Current tax legislation states that there is no CGT payable on profits made through the sale of a person’s own home (Principal Private Residence).  However if that person owns a second home and makes a profit on the sale of this second home, Capital Gains Tax becomes payable on gains above the annual allowance, currently £11,000.

There is however an exception to this rule which involves the use of trusts and would enable your children to live in a second home and, in so doing, reduce the amount of Capital Gains Tax payable on the eventual sale of that property.

The first step is to set up a formal written discretionary trust where you are the trustee and your child/ children are the beneficiaries. You can also structure the discretionary trust so that you have a right to any income from the property.

You can also loan the trust the amount required for a deposit so that the trust can then take out a mortgage where you act as the guarantor for that mortgage.

Because your children are beneficiaries of the trust, they have the right to live in the property rent free as life tenants and to have their own “Principal Private Residence Relief”.

When you come to sell the property as trustees you will be able to utilise this Principle Private Residence Relief to avoid CGT on any profits made for the period that the children have occupied the property.

Your own principle private residence relief on your home is not affected and there is no limit to the amount of gains you can take tax-free through this arrangement.

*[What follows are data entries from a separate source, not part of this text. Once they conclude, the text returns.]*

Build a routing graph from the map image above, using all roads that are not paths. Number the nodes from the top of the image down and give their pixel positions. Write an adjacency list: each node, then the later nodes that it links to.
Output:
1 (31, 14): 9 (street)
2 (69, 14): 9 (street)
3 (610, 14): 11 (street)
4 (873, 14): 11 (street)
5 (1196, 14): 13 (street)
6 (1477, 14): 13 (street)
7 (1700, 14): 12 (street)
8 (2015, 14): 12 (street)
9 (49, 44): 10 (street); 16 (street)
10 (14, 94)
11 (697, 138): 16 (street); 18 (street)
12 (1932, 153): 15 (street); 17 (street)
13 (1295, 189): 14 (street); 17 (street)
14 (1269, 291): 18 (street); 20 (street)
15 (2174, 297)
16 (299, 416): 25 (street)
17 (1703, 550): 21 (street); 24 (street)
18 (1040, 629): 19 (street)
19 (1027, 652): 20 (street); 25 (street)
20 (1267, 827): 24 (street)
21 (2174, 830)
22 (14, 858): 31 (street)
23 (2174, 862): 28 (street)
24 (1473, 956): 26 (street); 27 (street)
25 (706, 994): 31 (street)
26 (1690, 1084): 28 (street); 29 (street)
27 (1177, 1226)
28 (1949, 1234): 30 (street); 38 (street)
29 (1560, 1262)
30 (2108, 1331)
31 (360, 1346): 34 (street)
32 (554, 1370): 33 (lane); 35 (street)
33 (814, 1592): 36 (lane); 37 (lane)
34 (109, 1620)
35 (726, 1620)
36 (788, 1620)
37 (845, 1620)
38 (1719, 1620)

This route is useful if you want to retain the entire value of the property.  However, because the value is now in the trust, it cannot be passed back to you.  It is also useful for Inheritance Tax Planning if you do not require the value of the property back as the value resides within the trust.

If however you just wish to protect the value of the deposit placed it would be significantly simpler to make a gift of the deposit to the trust which is then loaned to your children. You would act as a guarantor on the mortgage in the same way as stated above but now the property would sit within your children’s names as opposed to the trust.

Like all trust planning you would require advice from an experienced adviser.